> _WORK TASK_: The answer must consist of every line from the entries that holds the word "view".

RECORDS FOR PROCESSING section start

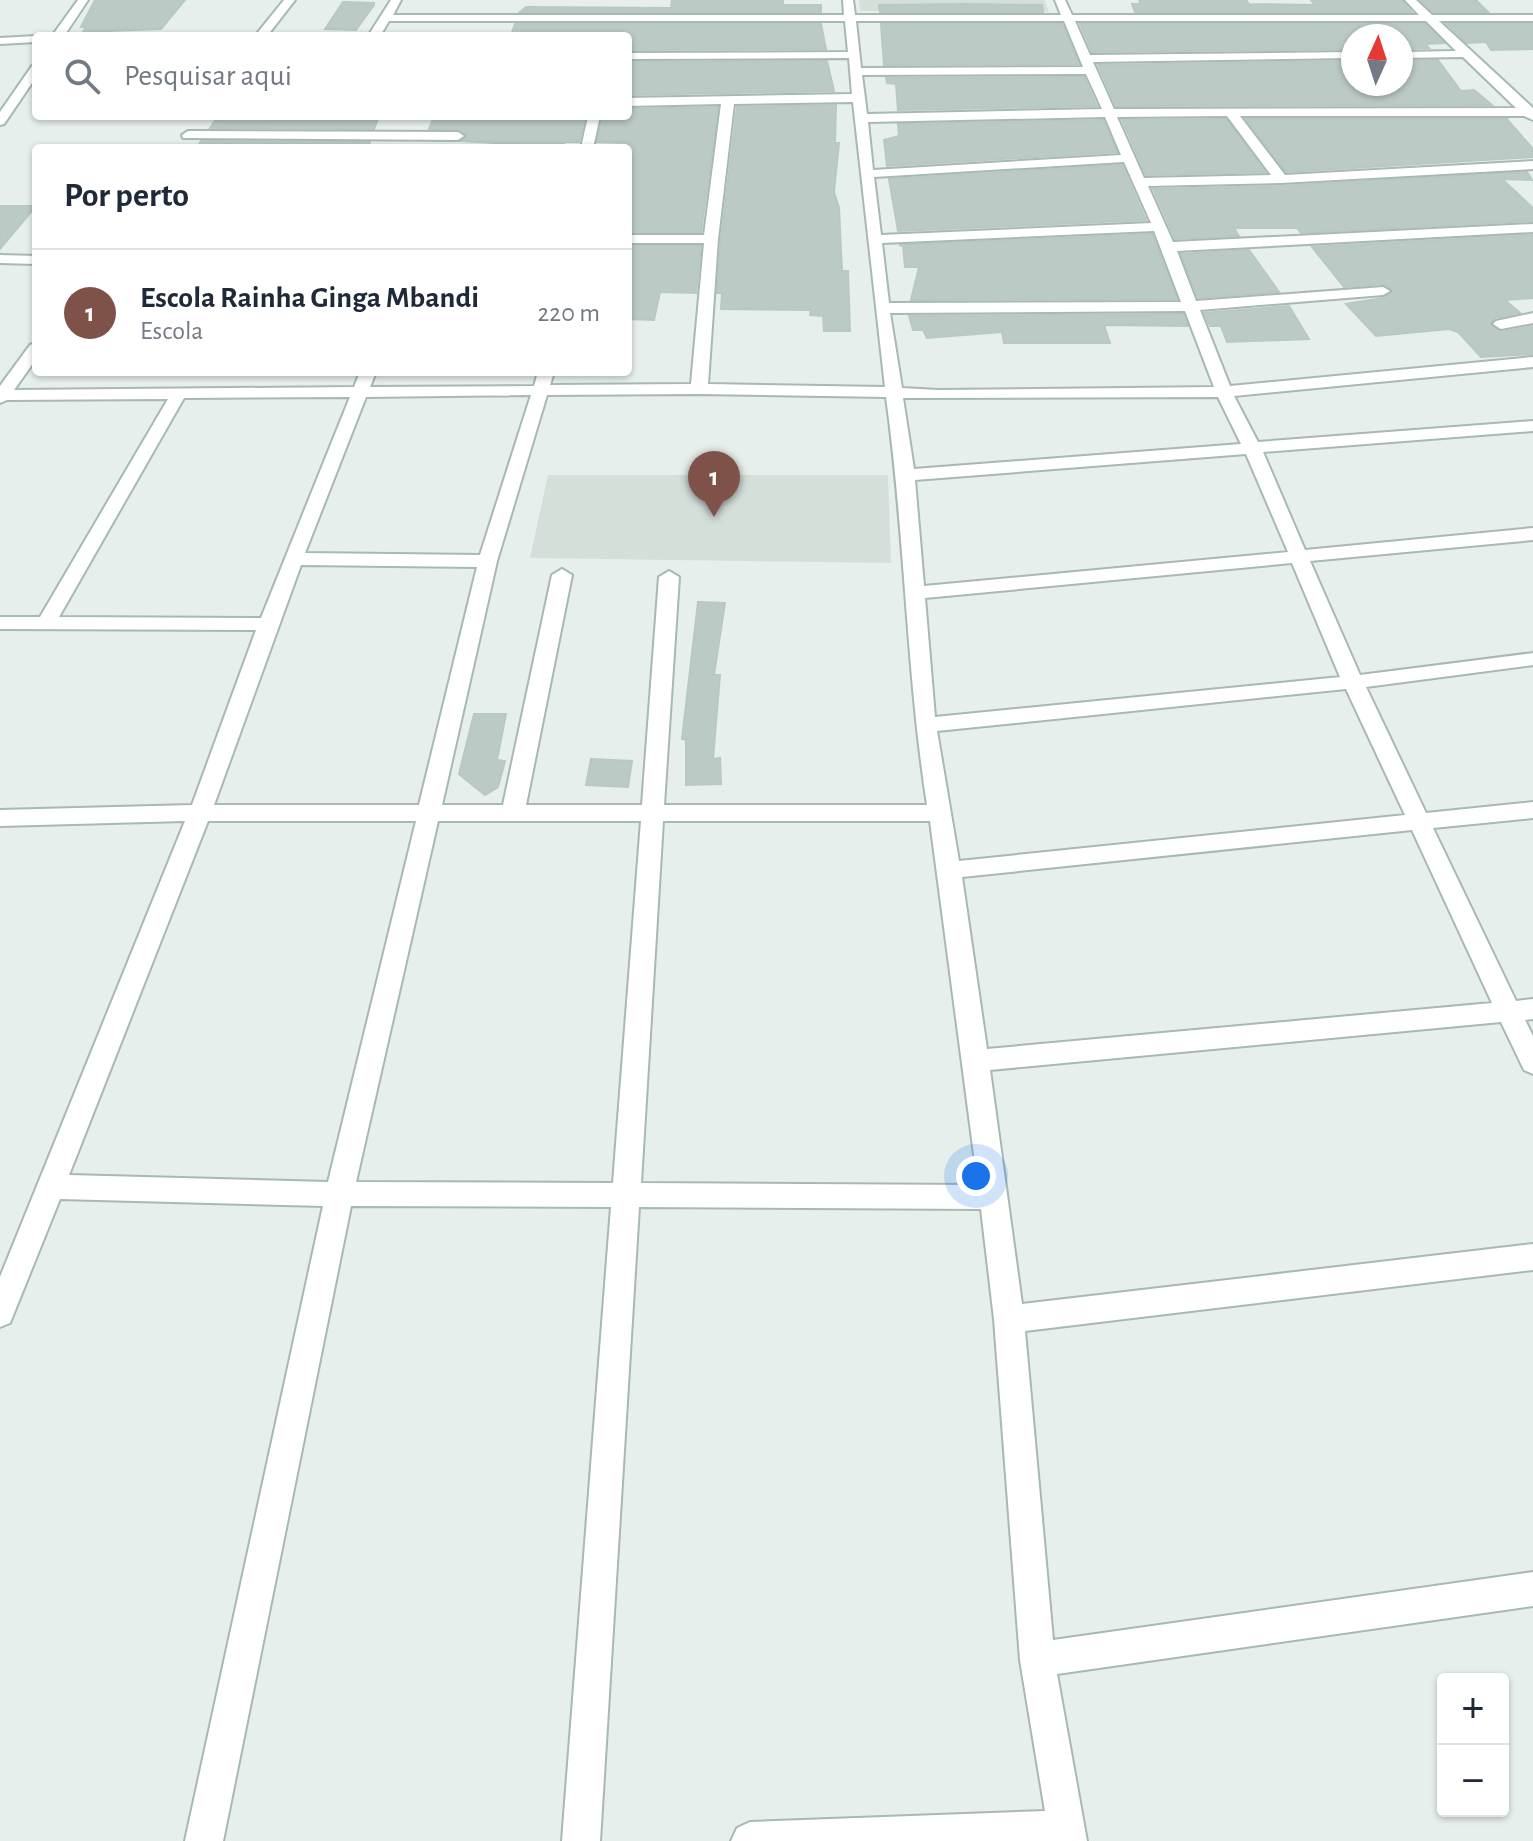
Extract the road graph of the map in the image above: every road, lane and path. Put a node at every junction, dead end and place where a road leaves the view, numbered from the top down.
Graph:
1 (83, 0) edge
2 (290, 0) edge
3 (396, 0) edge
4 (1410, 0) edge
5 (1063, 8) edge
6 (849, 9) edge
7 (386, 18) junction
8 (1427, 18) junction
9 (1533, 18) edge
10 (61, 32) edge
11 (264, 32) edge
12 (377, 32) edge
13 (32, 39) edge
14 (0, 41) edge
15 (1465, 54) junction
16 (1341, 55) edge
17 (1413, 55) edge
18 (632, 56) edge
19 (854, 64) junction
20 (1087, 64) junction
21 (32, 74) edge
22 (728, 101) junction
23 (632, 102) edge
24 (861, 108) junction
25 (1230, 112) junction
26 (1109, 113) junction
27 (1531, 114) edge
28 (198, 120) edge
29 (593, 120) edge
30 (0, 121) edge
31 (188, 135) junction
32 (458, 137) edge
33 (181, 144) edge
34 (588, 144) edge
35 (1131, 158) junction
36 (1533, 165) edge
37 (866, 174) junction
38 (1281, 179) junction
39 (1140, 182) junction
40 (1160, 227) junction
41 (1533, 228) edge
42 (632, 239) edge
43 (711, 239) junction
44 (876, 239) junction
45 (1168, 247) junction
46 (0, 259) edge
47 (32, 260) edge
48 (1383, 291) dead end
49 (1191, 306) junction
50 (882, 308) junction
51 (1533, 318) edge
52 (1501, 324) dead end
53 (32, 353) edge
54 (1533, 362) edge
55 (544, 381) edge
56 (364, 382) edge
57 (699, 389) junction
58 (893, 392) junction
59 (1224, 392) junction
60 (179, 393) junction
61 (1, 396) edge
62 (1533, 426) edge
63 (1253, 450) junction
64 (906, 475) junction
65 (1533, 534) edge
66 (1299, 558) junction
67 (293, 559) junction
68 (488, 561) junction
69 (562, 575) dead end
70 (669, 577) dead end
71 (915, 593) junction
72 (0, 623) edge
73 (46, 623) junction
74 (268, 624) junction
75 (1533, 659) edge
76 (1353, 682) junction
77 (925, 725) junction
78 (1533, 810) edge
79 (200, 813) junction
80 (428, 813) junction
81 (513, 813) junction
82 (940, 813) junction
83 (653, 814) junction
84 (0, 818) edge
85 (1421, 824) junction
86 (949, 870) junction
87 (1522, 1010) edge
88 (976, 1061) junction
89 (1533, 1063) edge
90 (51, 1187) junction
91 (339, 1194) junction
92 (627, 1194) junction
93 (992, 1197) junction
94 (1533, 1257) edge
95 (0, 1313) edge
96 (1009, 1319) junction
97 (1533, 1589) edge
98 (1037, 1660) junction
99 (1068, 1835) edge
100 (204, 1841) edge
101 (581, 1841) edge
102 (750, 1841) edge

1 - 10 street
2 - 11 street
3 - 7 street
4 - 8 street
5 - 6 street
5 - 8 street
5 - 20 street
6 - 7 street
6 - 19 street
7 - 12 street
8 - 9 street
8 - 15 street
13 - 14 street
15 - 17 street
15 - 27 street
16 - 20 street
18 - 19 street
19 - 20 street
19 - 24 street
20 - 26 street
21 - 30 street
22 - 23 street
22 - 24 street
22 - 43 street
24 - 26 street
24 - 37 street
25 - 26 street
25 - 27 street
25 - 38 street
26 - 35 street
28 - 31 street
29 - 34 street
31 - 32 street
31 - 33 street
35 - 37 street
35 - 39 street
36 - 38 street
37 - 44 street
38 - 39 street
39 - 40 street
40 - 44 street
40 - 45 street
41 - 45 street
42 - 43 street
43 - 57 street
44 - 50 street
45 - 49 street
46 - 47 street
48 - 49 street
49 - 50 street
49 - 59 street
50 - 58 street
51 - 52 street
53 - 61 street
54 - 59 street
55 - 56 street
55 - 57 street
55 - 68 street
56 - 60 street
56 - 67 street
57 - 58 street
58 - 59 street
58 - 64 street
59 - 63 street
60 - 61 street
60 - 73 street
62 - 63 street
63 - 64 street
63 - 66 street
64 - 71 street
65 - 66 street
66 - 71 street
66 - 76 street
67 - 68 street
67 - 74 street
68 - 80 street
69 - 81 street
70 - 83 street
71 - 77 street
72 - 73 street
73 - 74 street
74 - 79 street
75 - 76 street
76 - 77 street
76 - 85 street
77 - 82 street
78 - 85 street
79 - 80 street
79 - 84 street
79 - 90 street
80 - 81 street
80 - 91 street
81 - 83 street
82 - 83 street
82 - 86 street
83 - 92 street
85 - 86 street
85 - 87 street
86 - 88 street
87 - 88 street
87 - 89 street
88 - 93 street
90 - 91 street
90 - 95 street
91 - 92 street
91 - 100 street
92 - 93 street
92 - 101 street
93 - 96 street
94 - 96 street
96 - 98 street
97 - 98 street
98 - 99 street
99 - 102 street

RECORDS FOR PROCESSING section end
RECORDS FOR PROCESSING section start

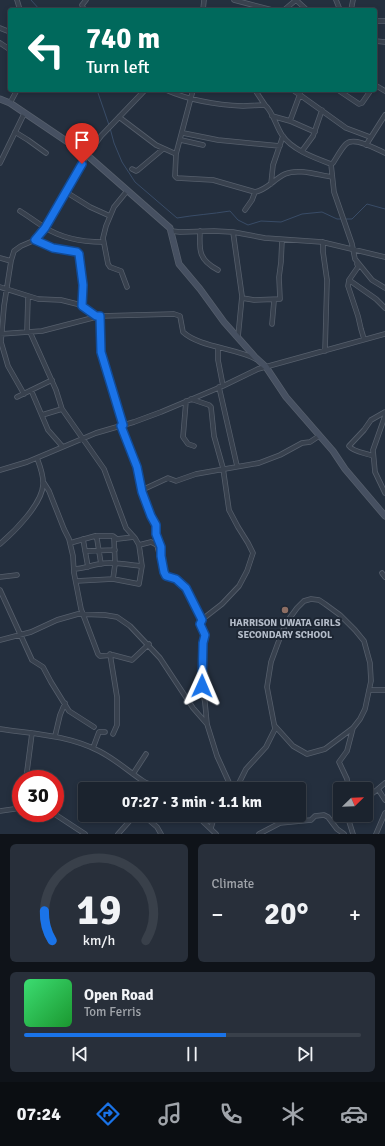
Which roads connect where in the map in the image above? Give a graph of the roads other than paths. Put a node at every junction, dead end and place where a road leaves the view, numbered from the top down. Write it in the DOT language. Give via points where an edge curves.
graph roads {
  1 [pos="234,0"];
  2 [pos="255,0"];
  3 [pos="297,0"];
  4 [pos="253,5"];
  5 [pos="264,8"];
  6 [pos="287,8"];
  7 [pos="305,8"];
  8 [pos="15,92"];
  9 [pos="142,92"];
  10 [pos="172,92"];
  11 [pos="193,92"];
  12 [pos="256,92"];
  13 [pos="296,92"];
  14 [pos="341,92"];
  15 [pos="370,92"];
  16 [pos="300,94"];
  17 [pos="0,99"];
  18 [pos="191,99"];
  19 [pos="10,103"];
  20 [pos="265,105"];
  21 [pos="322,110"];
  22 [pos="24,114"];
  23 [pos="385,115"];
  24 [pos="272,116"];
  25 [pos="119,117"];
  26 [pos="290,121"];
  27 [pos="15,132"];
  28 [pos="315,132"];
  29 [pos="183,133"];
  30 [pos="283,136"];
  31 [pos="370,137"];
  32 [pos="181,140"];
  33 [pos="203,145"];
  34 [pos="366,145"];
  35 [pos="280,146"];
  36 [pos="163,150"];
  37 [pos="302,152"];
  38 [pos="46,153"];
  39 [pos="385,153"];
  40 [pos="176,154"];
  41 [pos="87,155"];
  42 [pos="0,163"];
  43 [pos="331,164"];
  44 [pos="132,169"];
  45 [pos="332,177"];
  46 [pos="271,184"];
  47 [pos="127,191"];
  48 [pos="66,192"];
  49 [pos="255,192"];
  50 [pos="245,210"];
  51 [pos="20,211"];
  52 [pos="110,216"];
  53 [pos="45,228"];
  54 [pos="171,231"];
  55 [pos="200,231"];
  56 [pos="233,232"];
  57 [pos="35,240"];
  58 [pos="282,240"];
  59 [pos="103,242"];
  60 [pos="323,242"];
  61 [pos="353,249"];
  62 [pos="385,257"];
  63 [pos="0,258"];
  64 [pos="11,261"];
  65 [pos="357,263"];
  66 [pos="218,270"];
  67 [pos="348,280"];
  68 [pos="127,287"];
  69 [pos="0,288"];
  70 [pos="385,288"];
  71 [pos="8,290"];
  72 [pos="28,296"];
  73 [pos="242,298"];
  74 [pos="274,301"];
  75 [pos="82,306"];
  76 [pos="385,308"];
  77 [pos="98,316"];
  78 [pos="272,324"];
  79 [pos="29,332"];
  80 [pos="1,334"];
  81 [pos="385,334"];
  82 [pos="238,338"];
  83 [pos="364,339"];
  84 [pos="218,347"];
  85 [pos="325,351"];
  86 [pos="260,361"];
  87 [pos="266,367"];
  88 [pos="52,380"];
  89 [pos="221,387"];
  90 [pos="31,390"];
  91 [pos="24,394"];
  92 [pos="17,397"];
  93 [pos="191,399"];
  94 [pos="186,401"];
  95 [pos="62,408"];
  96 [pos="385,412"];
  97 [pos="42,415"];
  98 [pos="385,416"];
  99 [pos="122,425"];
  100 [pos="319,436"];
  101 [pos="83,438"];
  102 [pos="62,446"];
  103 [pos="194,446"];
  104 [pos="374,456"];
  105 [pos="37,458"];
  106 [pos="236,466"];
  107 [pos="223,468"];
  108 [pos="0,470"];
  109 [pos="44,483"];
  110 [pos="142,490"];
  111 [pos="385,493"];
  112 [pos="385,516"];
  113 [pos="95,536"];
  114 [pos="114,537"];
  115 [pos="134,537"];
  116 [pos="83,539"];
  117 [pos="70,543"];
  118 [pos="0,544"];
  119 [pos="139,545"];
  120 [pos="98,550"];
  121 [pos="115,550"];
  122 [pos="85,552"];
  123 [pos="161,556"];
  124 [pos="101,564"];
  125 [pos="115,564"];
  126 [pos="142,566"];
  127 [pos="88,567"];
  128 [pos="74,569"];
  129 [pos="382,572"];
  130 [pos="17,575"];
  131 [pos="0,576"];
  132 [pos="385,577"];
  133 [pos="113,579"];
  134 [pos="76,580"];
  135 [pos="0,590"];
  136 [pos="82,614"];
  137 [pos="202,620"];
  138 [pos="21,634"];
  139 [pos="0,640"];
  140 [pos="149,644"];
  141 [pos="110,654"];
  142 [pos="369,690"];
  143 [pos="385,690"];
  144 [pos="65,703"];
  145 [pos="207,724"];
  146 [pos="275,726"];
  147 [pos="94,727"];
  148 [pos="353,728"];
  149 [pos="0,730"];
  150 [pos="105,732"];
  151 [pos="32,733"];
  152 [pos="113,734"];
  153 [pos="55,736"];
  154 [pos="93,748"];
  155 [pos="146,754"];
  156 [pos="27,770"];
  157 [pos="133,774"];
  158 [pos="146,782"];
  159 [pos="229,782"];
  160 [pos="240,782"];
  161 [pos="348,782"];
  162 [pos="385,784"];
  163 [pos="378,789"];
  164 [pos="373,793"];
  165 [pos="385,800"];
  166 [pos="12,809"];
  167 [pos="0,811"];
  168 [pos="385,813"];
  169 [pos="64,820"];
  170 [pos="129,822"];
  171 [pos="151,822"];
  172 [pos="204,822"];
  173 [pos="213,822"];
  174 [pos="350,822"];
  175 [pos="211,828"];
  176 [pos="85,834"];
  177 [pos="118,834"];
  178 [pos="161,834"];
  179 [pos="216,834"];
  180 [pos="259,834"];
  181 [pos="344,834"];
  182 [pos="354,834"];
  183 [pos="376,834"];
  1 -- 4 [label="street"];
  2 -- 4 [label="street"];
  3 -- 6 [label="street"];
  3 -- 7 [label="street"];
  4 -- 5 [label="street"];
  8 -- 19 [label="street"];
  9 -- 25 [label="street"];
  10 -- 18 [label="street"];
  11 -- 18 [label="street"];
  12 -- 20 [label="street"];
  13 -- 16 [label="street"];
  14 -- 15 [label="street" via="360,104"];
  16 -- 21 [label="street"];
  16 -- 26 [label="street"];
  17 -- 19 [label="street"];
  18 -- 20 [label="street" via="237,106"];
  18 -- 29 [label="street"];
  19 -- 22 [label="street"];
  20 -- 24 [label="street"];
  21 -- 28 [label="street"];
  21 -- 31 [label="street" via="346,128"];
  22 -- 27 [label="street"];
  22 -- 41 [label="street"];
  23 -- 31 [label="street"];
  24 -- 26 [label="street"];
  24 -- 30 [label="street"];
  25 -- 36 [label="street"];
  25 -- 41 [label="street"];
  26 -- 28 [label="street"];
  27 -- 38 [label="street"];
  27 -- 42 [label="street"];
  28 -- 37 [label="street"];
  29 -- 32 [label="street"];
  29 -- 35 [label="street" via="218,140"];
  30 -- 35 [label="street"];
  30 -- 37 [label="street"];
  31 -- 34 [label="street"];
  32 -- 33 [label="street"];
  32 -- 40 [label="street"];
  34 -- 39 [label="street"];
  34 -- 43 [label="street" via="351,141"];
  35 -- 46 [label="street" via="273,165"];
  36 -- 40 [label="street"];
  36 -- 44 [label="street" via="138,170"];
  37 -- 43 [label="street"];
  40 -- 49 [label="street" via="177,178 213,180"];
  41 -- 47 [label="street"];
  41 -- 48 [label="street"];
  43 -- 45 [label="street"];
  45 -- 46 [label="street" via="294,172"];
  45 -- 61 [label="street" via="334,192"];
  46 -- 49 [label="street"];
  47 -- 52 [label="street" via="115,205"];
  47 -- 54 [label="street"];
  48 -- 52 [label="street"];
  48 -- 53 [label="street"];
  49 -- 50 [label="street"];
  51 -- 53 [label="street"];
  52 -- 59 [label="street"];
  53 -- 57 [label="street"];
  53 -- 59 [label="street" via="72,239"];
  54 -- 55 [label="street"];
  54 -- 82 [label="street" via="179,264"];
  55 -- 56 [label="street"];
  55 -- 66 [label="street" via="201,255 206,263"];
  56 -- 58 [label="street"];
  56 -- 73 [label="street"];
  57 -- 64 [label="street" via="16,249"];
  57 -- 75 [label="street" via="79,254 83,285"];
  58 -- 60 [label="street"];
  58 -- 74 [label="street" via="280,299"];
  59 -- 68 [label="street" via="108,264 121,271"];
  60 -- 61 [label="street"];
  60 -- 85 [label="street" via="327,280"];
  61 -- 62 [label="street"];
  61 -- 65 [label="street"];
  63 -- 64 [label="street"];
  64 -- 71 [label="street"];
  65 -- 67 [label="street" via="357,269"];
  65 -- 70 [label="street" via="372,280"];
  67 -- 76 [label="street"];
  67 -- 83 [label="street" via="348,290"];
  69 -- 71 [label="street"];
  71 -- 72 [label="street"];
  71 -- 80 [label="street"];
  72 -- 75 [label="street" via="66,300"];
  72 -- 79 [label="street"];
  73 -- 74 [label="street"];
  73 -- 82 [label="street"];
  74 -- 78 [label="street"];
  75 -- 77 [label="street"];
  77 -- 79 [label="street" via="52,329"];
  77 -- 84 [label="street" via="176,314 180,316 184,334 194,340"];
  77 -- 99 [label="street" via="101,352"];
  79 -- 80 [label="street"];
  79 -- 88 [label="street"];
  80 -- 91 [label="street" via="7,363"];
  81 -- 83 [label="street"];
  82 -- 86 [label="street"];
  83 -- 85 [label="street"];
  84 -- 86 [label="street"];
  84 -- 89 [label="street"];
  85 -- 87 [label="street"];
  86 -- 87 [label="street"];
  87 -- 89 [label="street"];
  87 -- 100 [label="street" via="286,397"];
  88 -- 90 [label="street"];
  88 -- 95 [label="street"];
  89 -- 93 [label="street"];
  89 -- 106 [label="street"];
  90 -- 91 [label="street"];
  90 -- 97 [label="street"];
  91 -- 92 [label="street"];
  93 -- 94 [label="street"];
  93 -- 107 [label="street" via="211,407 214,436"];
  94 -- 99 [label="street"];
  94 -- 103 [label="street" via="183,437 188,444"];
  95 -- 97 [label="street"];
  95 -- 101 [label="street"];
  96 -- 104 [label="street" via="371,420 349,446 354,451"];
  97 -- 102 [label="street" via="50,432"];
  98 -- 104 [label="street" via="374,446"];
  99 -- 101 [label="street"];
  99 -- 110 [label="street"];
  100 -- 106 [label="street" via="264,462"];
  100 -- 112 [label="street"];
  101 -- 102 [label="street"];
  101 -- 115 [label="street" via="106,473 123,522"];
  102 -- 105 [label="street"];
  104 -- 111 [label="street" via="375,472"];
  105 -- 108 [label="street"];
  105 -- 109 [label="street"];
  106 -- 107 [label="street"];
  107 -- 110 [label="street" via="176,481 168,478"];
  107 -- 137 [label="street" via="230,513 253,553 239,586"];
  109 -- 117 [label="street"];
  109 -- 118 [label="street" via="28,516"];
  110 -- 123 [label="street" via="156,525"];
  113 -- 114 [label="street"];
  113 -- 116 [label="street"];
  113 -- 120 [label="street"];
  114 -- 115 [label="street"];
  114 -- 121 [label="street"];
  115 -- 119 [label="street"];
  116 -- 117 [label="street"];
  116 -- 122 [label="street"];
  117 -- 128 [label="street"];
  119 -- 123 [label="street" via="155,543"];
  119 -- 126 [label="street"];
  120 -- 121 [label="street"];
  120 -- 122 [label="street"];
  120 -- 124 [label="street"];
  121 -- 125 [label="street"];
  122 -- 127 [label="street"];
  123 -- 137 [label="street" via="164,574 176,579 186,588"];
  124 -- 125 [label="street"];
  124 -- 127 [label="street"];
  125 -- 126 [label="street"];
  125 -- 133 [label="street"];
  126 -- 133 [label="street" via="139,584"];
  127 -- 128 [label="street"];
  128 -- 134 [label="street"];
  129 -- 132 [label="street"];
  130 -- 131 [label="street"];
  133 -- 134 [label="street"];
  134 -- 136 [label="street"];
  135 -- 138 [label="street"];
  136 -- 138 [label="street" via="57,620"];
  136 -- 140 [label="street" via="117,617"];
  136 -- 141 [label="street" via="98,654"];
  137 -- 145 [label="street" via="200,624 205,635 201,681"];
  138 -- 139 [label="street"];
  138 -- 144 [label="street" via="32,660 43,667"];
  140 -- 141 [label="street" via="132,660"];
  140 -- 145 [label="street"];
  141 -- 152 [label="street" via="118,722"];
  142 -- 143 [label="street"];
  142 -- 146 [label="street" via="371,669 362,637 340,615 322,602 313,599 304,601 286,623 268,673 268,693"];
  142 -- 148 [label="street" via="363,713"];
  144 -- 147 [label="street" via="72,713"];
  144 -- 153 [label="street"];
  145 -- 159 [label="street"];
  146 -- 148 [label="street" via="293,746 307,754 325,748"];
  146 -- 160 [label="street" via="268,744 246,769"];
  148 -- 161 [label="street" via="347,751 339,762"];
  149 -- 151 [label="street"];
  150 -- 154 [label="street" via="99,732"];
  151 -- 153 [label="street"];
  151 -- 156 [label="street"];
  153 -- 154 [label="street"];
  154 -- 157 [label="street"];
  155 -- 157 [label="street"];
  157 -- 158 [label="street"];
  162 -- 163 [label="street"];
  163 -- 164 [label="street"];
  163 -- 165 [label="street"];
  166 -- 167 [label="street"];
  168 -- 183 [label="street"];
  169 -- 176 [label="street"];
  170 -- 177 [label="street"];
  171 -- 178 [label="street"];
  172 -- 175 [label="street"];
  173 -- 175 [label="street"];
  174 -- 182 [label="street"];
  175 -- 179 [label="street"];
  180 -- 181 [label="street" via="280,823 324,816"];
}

RECORDS FOR PROCESSING section end

> _RESPONSE_:
Extract the road graph of the map in the image above: every road, lane and path. Put a node at every junction, dead end and place where a road leaves the view, numbered from the top down.
Which roads connect where in the map in the image above? Give a graph of the roads other than paths. Put a node at every junction, dead end and place where a road leaves the view, numbered from the top down. Write it in the DOT language. Give via points where an edge curves.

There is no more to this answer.